The Music Festival originally thought of structuring the entire season around Britten to mark the 100th anniversary of his birth and also to commemorate the fact that Britten, in 1964, was awarded the Aspen Institute’s Aspen Gold Medal, an occasion on which he delivered a famous speech about the importance of the arts. Other ideas came up, including an examination of Britten and Shostakovich, who were close friends, or Britten and Schubert, who was Britten’s favorite composer.



“Then we said, ‘Why don’t we focus on Britten but also look at his ideas: the artist in society, and social, moral, ethical presentations in music?'” said Alan Fletcher, the president of the Aspen Music Festival.

Britten notably addressed social issues in his music. A pacifist, he gave his “War Requiem” a strong anti-war tone. Fletcher observed that much of Britten’s work centered around society’s outsiders.
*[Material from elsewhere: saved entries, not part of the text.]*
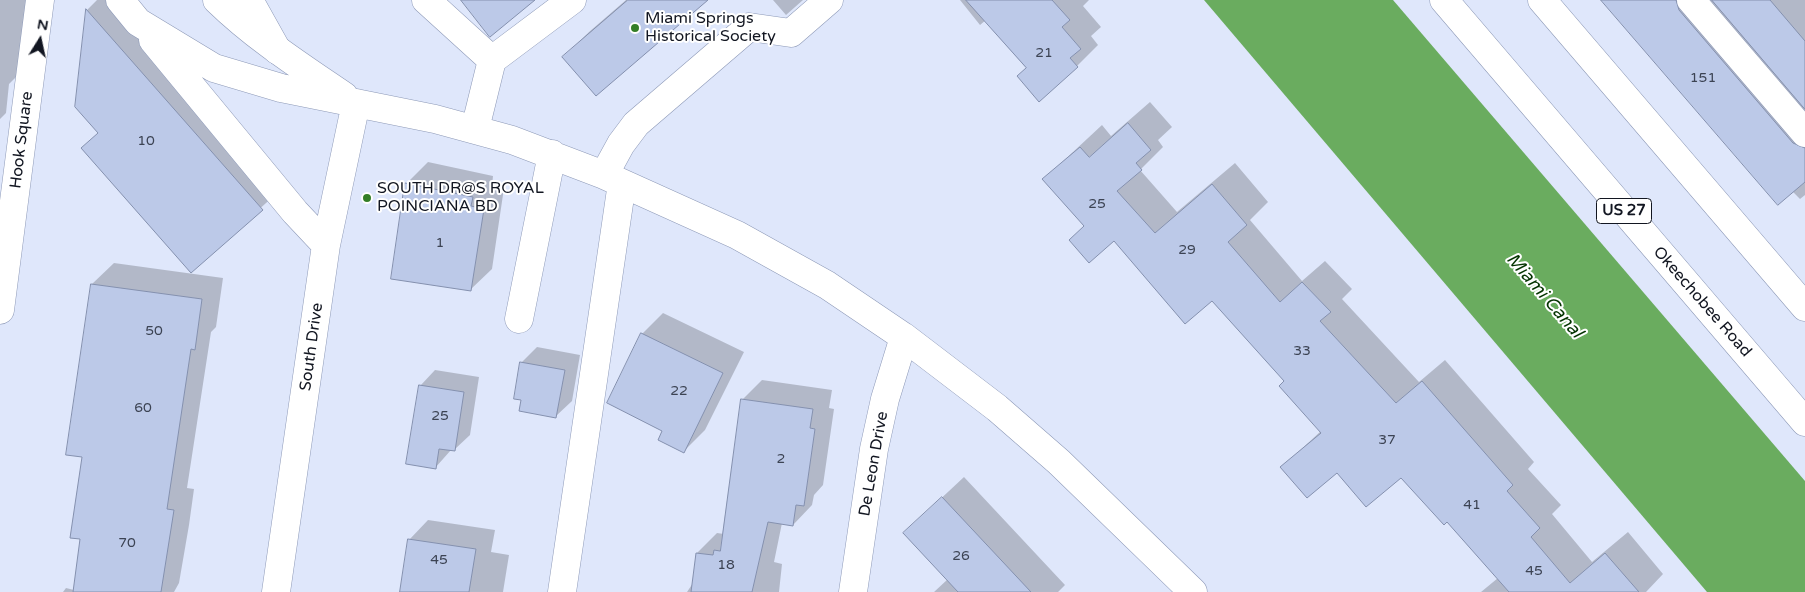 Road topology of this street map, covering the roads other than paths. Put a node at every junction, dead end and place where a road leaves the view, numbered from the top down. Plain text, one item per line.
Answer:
1 (40, 0) edge
2 (120, 0) edge
3 (217, 0) edge
4 (249, 0) edge
5 (426, 0) edge
6 (572, 0) edge
7 (829, 0) edge
8 (1444, 0) edge
9 (1542, 0) edge
10 (1691, 0) edge
11 (138, 22) junction
12 (277, 50) junction
13 (492, 60) junction
14 (356, 103) junction
15 (475, 129) junction
16 (1805, 133) edge
17 (552, 154) junction
18 (613, 179) junction
19 (326, 246) junction
20 (3, 260) edge
21 (1805, 307) edge
22 (0, 310) edge
23 (519, 319) dead end
24 (904, 337) junction
25 (1805, 422) edge
26 (276, 592) edge
27 (562, 592) edge
28 (853, 592) edge
29 (1193, 592) edge

1 - 20 main road, Hook Square
2 - 11 main road
3 - 12 main road
4 - 12 main road
5 - 13 main road
6 - 13 main road
7 - 18 main road
8 - 25 main road, Okeechobee Road / US 27
9 - 21 main road
10 - 16 main road
11 - 14 main road
11 - 19 main road
12 - 14 main road
13 - 15 main road
14 - 15 main road
14 - 19 main road, South Drive
15 - 17 main road
17 - 18 main road
17 - 23 main road
18 - 24 main road
18 - 27 main road
19 - 26 main road, South Drive
20 - 22 main road, Hook Square
24 - 28 main road, De Leon Drive
24 - 29 main road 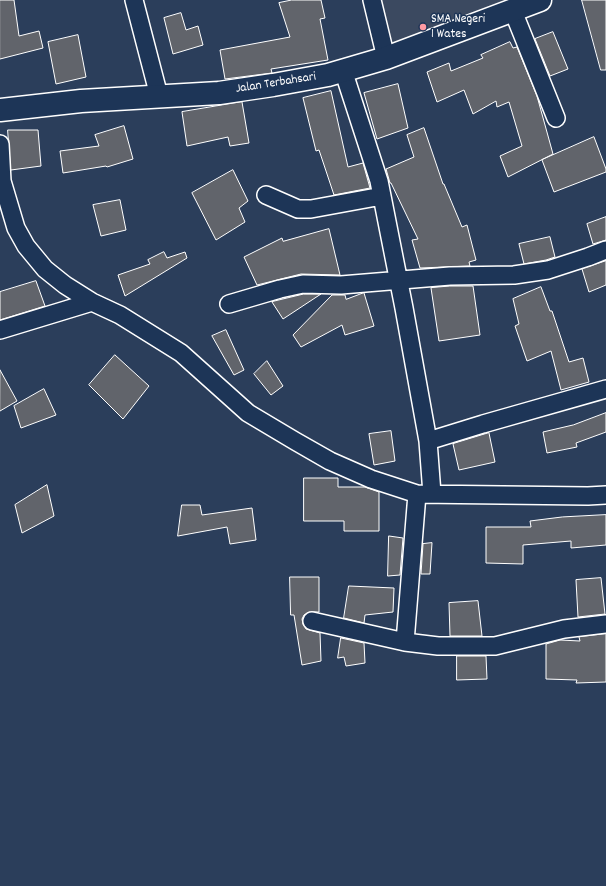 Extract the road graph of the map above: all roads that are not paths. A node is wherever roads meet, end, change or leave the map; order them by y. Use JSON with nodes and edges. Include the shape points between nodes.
{"nodes":[{"id":1,"x":134,"y":0,"type":"edge"},
{"id":2,"x":372,"y":0,"type":"edge"},
{"id":3,"x":540,"y":0,"type":"edge"},
{"id":4,"x":513,"y":10,"type":"junction"},
{"id":5,"x":386,"y":58,"type":"junction"},
{"id":6,"x":344,"y":70,"type":"junction"},
{"id":7,"x":159,"y":96,"type":"junction"},
{"id":8,"x":0,"y":110,"type":"edge"},
{"id":9,"x":556,"y":118,"type":"dead end"},
{"id":10,"x":0,"y":144,"type":"edge"},
{"id":11,"x":266,"y":195,"type":"dead end"},
{"id":12,"x":382,"y":196,"type":"junction"},
{"id":13,"x":606,"y":250,"type":"edge"},
{"id":14,"x":399,"y":280,"type":"junction"},
{"id":15,"x":92,"y":302,"type":"junction"},
{"id":16,"x":229,"y":304,"type":"dead end"},
{"id":17,"x":0,"y":330,"type":"edge"},
{"id":18,"x":606,"y":389,"type":"edge"},
{"id":19,"x":428,"y":441,"type":"junction"},
{"id":20,"x":425,"y":494,"type":"junction"},
{"id":21,"x":606,"y":495,"type":"edge"},
{"id":22,"x":312,"y":621,"type":"dead end"},
{"id":23,"x":606,"y":624,"type":"edge"},
{"id":24,"x":406,"y":642,"type":"junction"}],
"edges":[{"from":1,"to":7,"type":"street"},
{"from":2,"to":5,"type":"street"},
{"from":3,"to":4,"type":"street","name":"Jalan Terbahsari"},
{"from":4,"to":5,"type":"street","name":"Jalan Terbahsari"},
{"from":4,"to":9,"type":"street"},
{"from":5,"to":6,"type":"street","name":"Jalan Terbahsari"},
{"from":6,"to":7,"type":"street","name":"Jalan Terbahsari","via":[[281,84],[219,93]]},
{"from":6,"to":12,"type":"street"},
{"from":7,"to":8,"type":"street","name":"Jalan Terbahsari"},
{"from":10,"to":15,"type":"street","via":[[2,181],[16,228],[26,246],[45,269]]},
{"from":11,"to":12,"type":"street","via":[[298,209]]},
{"from":12,"to":14,"type":"street"},
{"from":13,"to":14,"type":"street","via":[[548,270],[514,276],[450,276]]},
{"from":14,"to":16,"type":"street","via":[[341,285],[303,284]]},
{"from":14,"to":19,"type":"street"},
{"from":15,"to":17,"type":"street"},
{"from":15,"to":20,"type":"street","via":[[120,315],[181,353],[248,413],[295,441],[330,461],[371,479]]},
{"from":18,"to":19,"type":"street"},
{"from":19,"to":20,"type":"street"},
{"from":20,"to":21,"type":"street"},
{"from":20,"to":24,"type":"street"},
{"from":22,"to":24,"type":"street"},
{"from":23,"to":24,"type":"street","via":[[564,629],[495,646],[438,646]]}]}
“Above all, ‘Peter Grimes,’ which is about how society treats people who are different,” Fletcher said. “It’s about someone being treated unfairly, being falsely accused.”
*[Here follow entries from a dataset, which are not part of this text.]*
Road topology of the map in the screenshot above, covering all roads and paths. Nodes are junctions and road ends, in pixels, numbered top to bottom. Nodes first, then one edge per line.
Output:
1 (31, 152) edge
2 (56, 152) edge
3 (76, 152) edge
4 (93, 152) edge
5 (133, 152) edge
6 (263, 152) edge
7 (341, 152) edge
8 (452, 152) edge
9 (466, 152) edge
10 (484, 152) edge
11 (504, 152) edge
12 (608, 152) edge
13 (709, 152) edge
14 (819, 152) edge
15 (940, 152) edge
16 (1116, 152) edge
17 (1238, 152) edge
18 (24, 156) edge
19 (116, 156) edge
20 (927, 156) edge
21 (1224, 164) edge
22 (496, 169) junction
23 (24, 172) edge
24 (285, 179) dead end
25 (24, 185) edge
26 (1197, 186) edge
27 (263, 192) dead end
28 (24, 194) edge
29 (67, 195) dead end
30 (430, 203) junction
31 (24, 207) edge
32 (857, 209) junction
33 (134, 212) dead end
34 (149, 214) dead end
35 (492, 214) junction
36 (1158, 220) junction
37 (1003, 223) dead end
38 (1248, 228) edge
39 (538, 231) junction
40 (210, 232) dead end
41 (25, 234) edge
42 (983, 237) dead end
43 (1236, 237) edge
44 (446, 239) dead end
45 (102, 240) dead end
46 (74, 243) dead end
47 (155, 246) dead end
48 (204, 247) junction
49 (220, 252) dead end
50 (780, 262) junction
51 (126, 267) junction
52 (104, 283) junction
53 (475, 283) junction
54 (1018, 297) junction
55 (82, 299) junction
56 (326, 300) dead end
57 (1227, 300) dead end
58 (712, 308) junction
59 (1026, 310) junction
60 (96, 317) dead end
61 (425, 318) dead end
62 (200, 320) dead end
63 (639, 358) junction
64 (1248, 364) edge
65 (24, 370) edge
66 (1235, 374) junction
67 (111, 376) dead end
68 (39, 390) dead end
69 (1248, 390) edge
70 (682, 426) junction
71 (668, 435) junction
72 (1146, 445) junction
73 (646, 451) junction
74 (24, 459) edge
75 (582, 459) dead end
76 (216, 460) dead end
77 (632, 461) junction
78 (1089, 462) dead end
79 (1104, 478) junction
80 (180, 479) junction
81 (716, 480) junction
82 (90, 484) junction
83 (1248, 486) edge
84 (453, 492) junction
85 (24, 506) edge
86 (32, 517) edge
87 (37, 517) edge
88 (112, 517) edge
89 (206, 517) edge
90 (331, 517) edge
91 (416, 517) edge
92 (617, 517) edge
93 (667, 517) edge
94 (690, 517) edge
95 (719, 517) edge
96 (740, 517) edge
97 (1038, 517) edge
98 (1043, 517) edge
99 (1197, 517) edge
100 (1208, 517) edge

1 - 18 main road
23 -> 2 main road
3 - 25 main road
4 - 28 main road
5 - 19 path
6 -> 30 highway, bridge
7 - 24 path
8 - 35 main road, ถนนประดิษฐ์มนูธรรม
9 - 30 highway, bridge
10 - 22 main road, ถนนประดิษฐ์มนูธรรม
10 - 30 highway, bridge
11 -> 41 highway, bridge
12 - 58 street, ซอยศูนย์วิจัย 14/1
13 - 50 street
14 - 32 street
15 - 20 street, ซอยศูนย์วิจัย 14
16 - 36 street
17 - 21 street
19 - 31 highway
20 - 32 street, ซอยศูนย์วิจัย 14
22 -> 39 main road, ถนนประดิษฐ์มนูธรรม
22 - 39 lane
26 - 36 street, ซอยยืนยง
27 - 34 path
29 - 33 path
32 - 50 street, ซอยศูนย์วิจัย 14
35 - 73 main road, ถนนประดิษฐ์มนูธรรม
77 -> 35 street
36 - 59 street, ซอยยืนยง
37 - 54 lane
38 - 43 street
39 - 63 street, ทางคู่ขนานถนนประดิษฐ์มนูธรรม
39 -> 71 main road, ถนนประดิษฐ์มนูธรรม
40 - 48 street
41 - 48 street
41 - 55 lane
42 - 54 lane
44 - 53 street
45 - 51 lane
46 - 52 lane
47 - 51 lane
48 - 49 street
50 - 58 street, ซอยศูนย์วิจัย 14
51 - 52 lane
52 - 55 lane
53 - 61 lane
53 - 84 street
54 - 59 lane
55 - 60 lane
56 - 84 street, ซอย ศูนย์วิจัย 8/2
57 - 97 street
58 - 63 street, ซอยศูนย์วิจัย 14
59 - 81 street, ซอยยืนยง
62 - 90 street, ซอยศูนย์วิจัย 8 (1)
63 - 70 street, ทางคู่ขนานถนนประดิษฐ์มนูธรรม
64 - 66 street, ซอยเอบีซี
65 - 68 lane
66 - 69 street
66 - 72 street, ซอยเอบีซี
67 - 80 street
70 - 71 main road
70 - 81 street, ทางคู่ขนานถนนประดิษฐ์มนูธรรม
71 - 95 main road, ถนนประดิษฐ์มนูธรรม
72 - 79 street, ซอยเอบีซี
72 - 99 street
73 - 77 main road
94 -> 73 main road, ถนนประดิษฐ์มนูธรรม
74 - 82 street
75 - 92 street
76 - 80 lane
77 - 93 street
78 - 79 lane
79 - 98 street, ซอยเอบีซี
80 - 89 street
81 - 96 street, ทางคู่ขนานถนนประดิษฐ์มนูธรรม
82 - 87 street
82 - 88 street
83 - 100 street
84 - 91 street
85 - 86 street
Other works to be performed that address the season theme include Shostakovich’s Symphony No. 6 (“one of his great war symphonies,” Fletcher said); and Tchaikovsky’s Symphony No. 6, “Pathetique” (“which really has a message of ‘How do we live?'” Fletcher said). The season-opening concert, on June 27, spotlights the theme with Philip Glass’ multimedia work “Icarus at the Edge of Time.”
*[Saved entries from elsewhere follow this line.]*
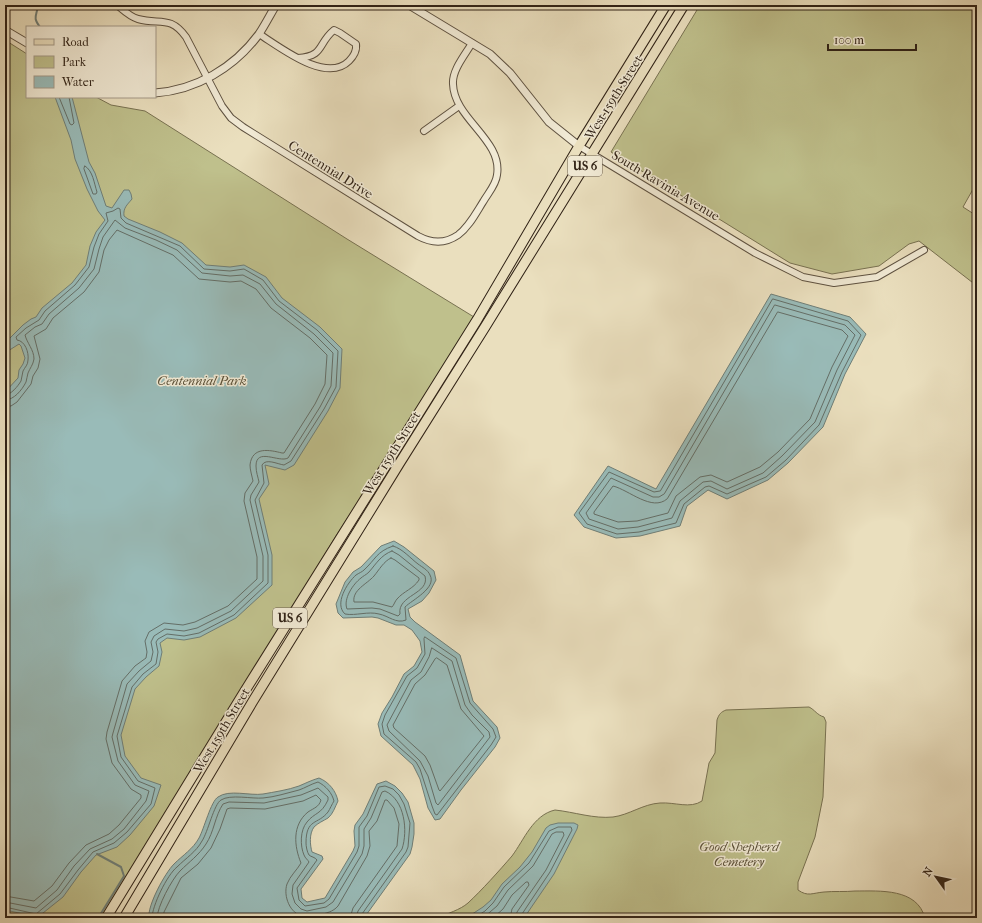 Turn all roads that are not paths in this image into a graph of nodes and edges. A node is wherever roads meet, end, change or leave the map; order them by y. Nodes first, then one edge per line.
1 (117, 5) edge
2 (276, 5) edge
3 (409, 5) edge
4 (666, 5) edge
5 (684, 5) edge
6 (123, 8) edge
7 (5, 30) edge
8 (259, 34) junction
9 (26, 42) edge
10 (472, 43) junction
11 (298, 58) junction
12 (208, 79) junction
13 (156, 93) edge
14 (459, 106) junction
15 (424, 132) dead end
16 (579, 146) junction
17 (593, 154) junction
18 (924, 250) dead end
19 (243, 694) junction
20 (253, 701) junction
21 (106, 918) edge
22 (124, 918) edge

1 - 6 street, Centennial Drive
2 - 8 street
3 - 10 street, South Ravinia Avenue
4 - 16 main road, West 159th Street / US 6
5 - 17 main road, West 159th Street / US 6
6 - 12 street, Centennial Drive
7 - 9 street
8 - 11 street
8 - 12 street
10 - 14 street
10 - 16 street, South Ravinia Avenue
11 - 11 street
12 - 13 street
12 - 14 street, Centennial Drive
14 - 15 street
16 - 17 street, South Ravinia Avenue
16 - 19 main road, West 159th Street / US 6
17 - 18 street, South Ravinia Avenue
17 - 20 main road, West 159th Street / US 6
19 - 20 main road
19 - 21 main road, West 159th Street / US 6
20 - 22 main road, West 159th Street / US 6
“It’s about experimentation: How far do you go in pursuing experimentation and truth?” Fletcher said.

The Aspen Opera Theater Center’s season, featuring Bernstein’s “Candide,” Puccini’s “Gianni Schicchi” and “Suor Angelica,” and Monteverdi’s “L’incoronazione di Poppea,” also focuses on the theme, addressing moral choices.

Among the other highlights of the 2013 season, which runs June 27 through Aug. 18, are Aspen Music School alumni pianist Conrad Tao and conductor Mei-Ann Chen, performing Rachmaninoff’s Piano Concerto No. 3, which is also part of the opening concert; the Aspen debut of Joyce DiDonato, who has been named Musical America’s singer of the year; a celebration of the 20th anniversary of Harris Concert Hall with violinist Robert McDuffie; a collaboration between pianist Simone Dinerstein and singer-songwriter Tift Merritt; the world premieres of works by Paul Dooley, Hannah Lash and Adam Schoenberg; and a Baroque evening led by conductor and harpsichordist Nicholas McGegan.

Also scheduled to appear in the summer festival are pianists Jonathan Biss, Lise de la Salle, Orli Shaham and Wu Han; violinists Sarah Chang, Gil Shaham and Stefan Jackiw; cellists David Finckel and Alisa Weilerstein; bassist Edgar Meyer; and ensembles the Emerson String Quartet, the Jupiter String Quartet and the Takacs Quartet.